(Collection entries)
+++

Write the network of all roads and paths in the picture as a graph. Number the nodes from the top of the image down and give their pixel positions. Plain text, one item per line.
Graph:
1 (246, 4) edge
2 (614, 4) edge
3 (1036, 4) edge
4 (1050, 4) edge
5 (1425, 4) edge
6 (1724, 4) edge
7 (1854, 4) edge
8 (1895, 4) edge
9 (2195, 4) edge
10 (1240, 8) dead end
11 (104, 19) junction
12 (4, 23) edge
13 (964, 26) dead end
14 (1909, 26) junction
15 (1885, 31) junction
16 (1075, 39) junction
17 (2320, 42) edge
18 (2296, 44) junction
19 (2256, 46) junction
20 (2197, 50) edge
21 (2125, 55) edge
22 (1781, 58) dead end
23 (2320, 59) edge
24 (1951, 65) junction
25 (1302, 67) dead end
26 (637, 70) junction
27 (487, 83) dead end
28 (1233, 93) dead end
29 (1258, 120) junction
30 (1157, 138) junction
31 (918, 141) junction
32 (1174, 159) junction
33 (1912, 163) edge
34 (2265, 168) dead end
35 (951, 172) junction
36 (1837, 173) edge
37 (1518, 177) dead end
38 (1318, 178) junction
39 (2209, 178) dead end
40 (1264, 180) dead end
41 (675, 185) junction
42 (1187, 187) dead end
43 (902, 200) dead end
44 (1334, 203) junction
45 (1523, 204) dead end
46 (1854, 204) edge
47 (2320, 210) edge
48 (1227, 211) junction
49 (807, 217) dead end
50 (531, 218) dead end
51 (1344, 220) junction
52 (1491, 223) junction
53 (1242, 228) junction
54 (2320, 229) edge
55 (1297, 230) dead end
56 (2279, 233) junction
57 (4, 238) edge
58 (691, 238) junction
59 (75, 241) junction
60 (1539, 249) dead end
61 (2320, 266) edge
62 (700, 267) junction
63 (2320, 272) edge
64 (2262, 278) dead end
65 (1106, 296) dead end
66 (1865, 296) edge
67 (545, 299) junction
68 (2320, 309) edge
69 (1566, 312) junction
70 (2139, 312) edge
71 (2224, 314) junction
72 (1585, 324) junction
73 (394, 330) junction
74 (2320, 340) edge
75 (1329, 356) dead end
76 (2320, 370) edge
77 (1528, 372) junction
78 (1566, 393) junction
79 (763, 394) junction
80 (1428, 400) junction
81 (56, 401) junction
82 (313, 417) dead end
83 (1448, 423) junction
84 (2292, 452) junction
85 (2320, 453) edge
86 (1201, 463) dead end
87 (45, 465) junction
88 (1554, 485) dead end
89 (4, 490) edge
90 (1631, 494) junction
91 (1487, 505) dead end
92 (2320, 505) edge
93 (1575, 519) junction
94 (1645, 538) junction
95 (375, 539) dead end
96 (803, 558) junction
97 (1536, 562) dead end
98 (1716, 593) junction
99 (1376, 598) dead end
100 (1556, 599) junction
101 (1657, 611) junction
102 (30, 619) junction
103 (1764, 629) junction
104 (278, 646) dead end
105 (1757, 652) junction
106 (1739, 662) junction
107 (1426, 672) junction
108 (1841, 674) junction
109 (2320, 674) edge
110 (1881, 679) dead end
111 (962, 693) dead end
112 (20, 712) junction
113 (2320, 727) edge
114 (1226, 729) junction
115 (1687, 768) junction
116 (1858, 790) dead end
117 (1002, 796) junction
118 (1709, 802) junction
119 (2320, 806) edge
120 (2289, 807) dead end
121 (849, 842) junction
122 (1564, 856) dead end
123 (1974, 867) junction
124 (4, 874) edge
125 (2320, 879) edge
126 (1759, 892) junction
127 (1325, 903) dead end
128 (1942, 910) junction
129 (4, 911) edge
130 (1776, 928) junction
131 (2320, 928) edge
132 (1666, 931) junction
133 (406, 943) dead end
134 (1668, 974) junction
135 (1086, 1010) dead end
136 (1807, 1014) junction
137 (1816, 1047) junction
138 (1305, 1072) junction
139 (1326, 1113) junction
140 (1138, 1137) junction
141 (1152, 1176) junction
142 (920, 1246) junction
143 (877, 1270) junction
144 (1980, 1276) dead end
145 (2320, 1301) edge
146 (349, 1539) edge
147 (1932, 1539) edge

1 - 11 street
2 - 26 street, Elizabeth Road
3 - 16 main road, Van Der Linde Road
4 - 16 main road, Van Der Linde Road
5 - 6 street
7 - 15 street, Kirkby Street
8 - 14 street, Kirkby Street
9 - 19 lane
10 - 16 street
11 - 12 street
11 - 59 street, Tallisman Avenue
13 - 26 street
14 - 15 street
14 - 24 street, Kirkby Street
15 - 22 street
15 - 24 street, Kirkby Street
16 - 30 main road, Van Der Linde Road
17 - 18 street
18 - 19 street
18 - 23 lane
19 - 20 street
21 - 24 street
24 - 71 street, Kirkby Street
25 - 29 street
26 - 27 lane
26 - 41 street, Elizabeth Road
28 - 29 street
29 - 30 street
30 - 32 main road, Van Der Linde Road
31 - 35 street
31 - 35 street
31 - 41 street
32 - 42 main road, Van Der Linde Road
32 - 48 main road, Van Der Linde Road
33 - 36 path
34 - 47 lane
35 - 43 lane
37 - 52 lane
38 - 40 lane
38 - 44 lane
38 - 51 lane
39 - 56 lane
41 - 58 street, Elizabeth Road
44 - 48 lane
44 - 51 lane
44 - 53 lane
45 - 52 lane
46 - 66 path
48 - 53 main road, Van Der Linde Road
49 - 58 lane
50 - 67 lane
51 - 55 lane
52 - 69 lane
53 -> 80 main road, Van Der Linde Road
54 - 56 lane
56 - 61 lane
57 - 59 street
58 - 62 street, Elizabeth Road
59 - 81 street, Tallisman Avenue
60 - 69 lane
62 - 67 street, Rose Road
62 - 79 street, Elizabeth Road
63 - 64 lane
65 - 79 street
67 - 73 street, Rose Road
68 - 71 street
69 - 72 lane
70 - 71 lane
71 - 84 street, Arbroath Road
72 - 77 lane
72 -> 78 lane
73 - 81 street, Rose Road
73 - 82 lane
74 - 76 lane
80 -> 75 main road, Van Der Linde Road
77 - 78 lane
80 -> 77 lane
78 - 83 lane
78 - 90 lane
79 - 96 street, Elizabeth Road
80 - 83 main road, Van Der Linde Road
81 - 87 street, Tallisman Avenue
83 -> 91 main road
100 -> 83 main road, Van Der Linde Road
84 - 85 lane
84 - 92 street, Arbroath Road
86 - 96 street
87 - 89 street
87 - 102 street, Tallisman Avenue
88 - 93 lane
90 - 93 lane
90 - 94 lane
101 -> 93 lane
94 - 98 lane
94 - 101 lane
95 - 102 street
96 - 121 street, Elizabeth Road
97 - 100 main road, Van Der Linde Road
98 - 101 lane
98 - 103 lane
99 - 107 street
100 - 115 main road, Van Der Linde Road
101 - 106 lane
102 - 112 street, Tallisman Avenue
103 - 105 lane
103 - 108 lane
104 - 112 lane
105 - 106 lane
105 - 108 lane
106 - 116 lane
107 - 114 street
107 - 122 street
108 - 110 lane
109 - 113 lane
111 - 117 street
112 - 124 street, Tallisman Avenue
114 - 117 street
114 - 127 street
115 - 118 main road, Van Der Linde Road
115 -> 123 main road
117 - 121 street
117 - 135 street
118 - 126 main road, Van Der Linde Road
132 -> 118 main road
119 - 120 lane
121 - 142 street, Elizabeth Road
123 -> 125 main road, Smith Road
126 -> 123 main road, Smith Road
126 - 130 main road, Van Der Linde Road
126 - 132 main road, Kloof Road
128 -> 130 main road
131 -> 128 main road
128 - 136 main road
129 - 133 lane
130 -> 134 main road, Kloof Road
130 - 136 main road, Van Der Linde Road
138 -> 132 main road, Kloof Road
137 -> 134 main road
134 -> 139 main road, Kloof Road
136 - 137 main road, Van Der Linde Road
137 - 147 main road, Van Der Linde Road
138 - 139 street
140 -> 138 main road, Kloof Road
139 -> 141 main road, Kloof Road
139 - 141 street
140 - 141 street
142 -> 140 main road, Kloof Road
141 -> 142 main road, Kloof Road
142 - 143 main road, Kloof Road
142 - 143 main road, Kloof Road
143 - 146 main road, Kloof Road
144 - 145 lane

+++

Filter the records for the string "Kirkby" and copy every line that holds it.

7 - 15 street, Kirkby Street
8 - 14 street, Kirkby Street
14 - 24 street, Kirkby Street
15 - 24 street, Kirkby Street
24 - 71 street, Kirkby Street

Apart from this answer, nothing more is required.